Things About Windows 7’s Calculator You Probably Didn’t Know

I love Windows 7’s calculator. In fact, there’s even a calculator button on my keyboard for quick access. Still, it wasn’t until today that I just discovered that there are more functions in this nifty little program than were present in previous versions of Windows. If you explore the program a little, you’ll easily discover these things as well. Microsoft seems to sympathize a lot with people getting ready to get a mortgage and those who are on the road, judging by the new features it added in Windows 7’s calculator app. Shortly, you begin to appreciate the calculator more than you did before you knew about its extensions.

Calculate Difference Between Dates


Go ahead and click the “View” menu in Windows 7’s calculator and click “Date calculation.” The calculator’s window will extend to show you an interface where you can enter two dates. Once you enter them, your computer will calculate how much time has passed between the dates, in two forms. The first form shows you how many years, months, weeks, and days have passed since then. The second form will show you how many days altogether have passed. You’d be surprised how useful this tool is, especially if you want to know how long you were together with someone.

Unit Conversion


Under the “View” menu, you can also find “Unit conversion” – a feature which lets you convert between all sorts of different units. I honestly don’t use this very much, because I usually type “130¬†mph in kph” in a Google search and get a straight answer. You might find it useful, though, considering that everything is there on your computer, even when you’re offline. The Windows 7 calculator’s unit conversion dialog has almost every unit you can think of, save for the highly scientific ones. It includes things like Joules, Watts, BTUs/minute, Fahrenheit, Celsius, you name it! Give it a shot and come back after a few hours to read the rest of the goodies you get.

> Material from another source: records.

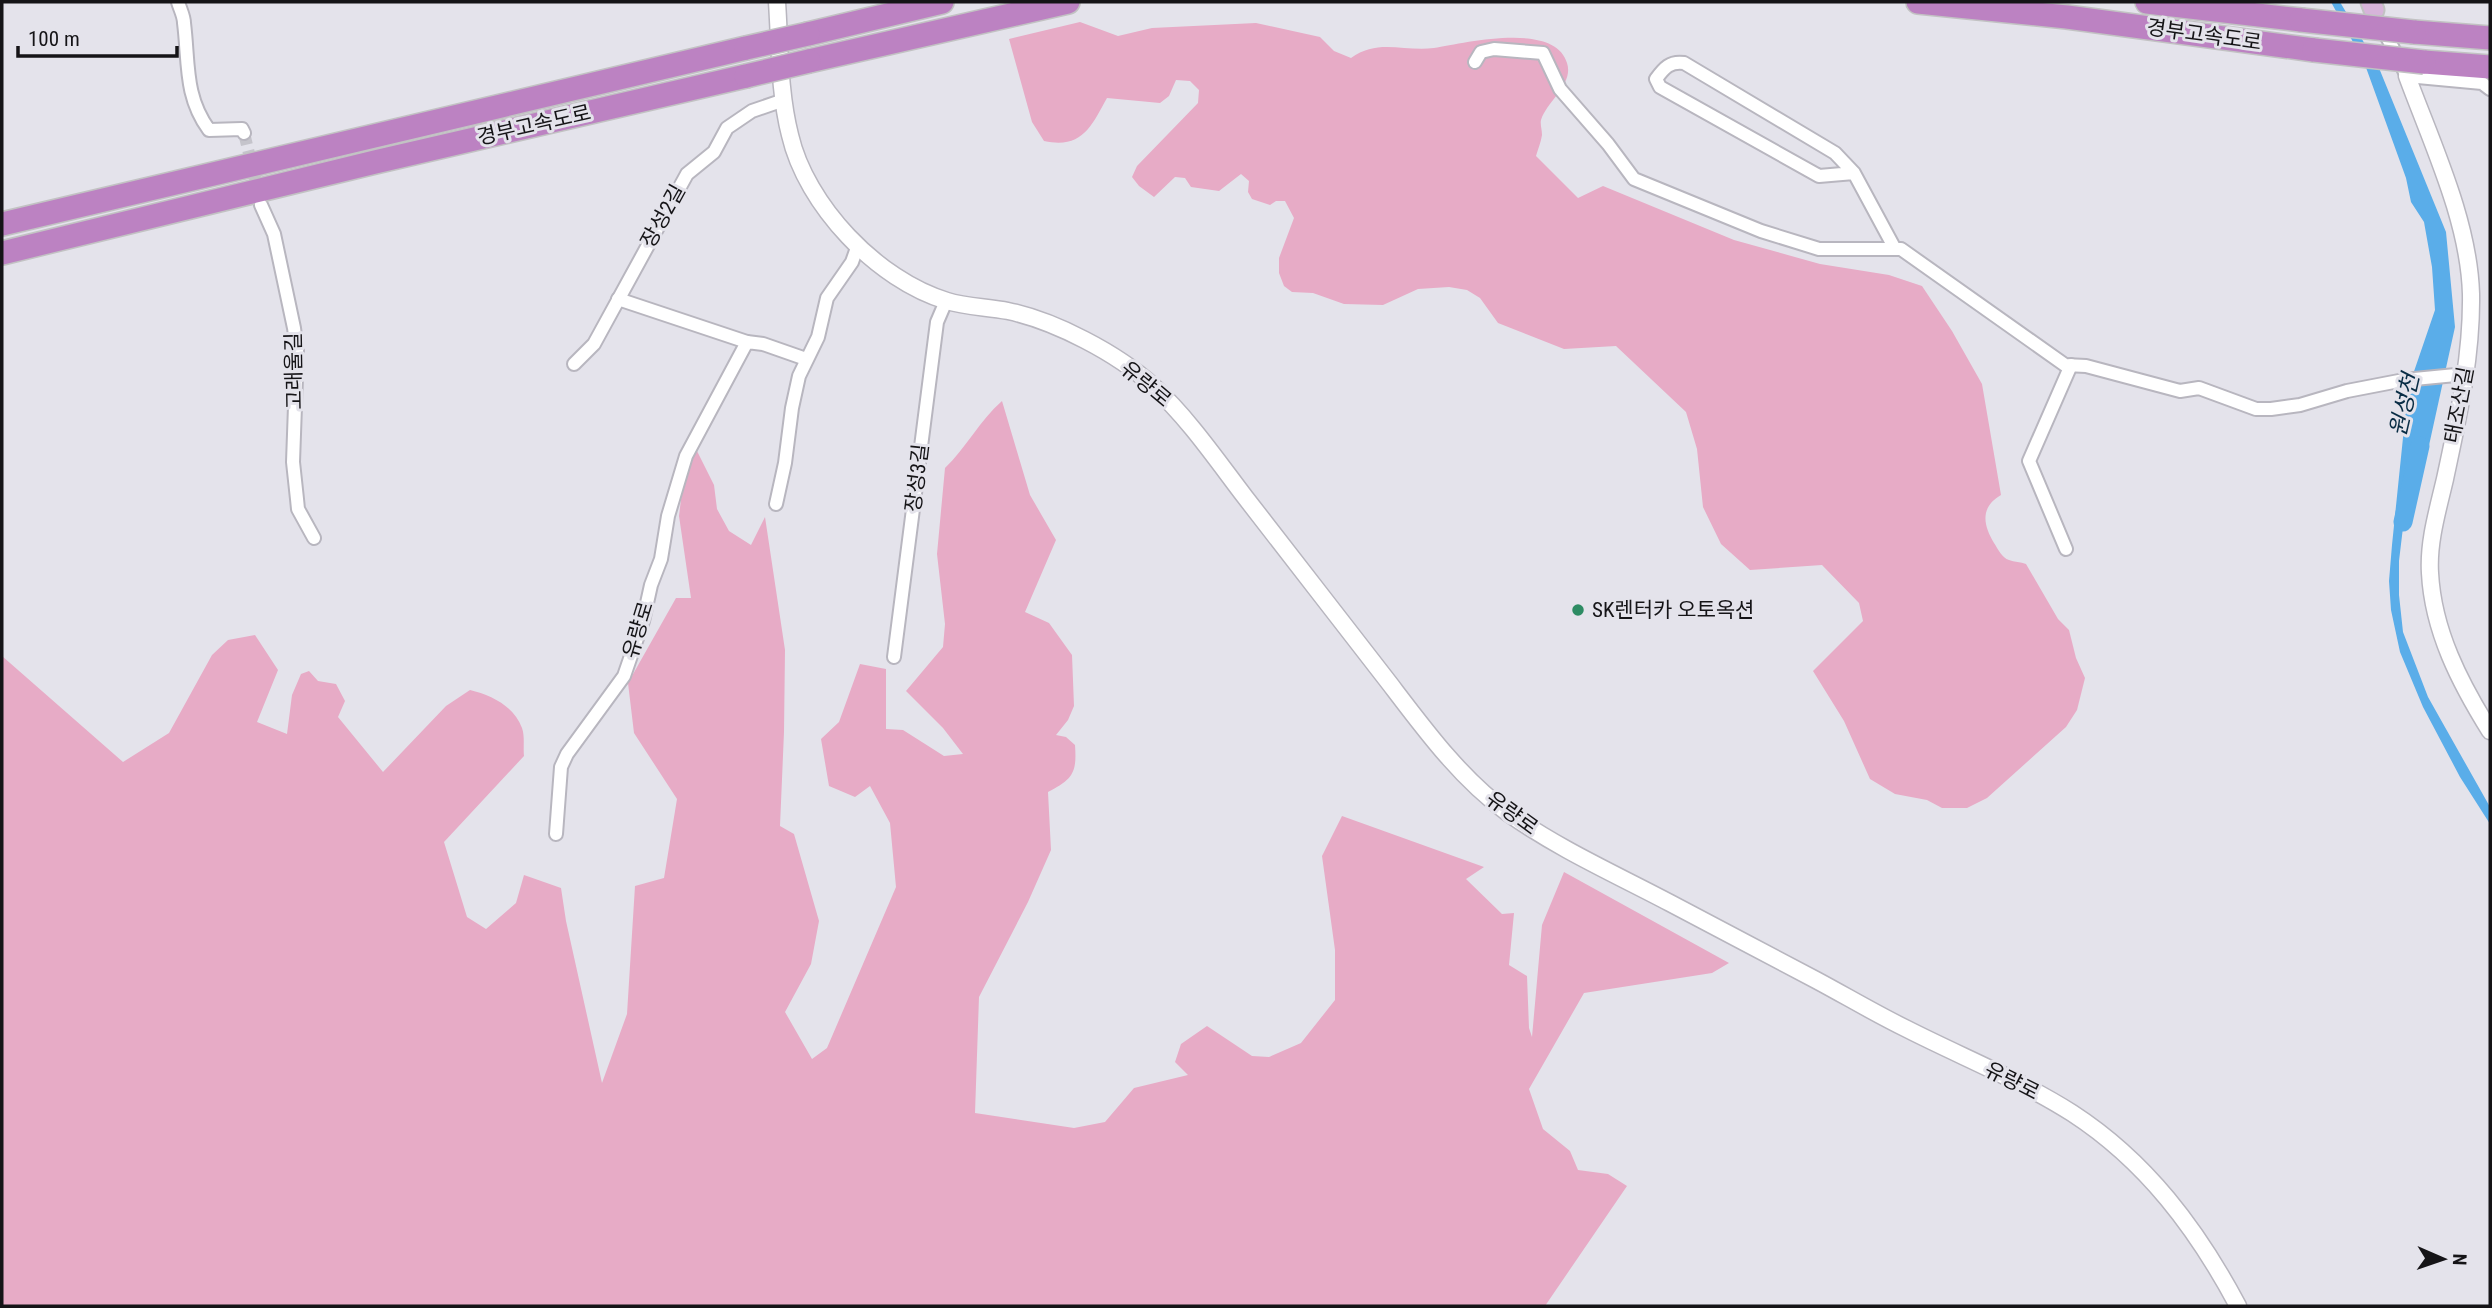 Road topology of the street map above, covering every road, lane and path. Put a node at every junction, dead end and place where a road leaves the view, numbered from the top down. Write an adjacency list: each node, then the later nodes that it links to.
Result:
1 (178, 2): 14 (street)
2 (777, 2): 13 (street, 유량로)
3 (942, 2): 17 (highway, 경부고속도로, bridge)
4 (1068, 2): 20 (highway, 경부고속도로, bridge)
5 (1918, 2): 11 (highway, 경부고속도로, bridge)
6 (2147, 2): 8 (highway, 경부고속도로, bridge)
7 (2371, 4): 11 (street, 태조산길)
8 (2490, 38)
9 (1475, 62): 19 (street)
10 (2490, 67): 11 (highway, 경부고속도로)
11 (2416, 69): 12 (street); 27 (street, 태조산길)
12 (2490, 89)
13 (784, 100): 18 (street, 유량로); 21 (street, 장성2길)
14 (244, 133)
15 (1854, 173): 15 (street); 19 (street)
16 (261, 205): 29 (street, 고래울길)
17 (2, 224)
18 (858, 245): 22 (street, 유량로); 24 (street)
19 (1895, 249): 26 (street)
20 (2, 253)
21 (618, 299): 23 (street); 25 (street, 장성2길)
22 (946, 301): 31 (street, 장성3길); 34 (street, 유량로)
23 (747, 342): 24 (street); 33 (street, 유량로)
24 (806, 359): 28 (street)
25 (574, 365)
26 (2071, 365): 27 (street); 30 (street)
27 (2460, 375): 32 (street, 태조산길)
28 (776, 504)
29 (314, 538)
30 (2066, 549)
31 (894, 657)
32 (2490, 731)
33 (556, 834)
34 (2238, 1306)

Calculate Mortgage & Vehicle Lease

What better way to learn about how much a bank wants to screw you over than to have a mortgage calculator handy on your desktop! Thanks to Microsoft (and, perhaps, this article), it might get a bit more difficult for banks to lure people into unreasonably high payments. You can find the mortgage calculator and all the features below this one under the “Worksheets” submenu of the “View” menu.

Now, here’s a trick I’m sure you know, but I’d like to show you anyway. Select “Monthly Payment” in the drop-down list on the top. Enter the value of the house you want to buy under “Purchase Price,” and fill in the rest of the requested information.

That result is your monthly payment for x amount of years. OK, so now I want you to put the value of the monthly payment into the other side of the window (the “classic calculator” side). Multiply the value by 12 and then multiply it again by the amount of years the mortgage will be for.

Yep! That’s the amount you’re going to end up paying for the house in the end. It’s never a pretty number. After that, take a deep breath and add the amount you put for down payment to that.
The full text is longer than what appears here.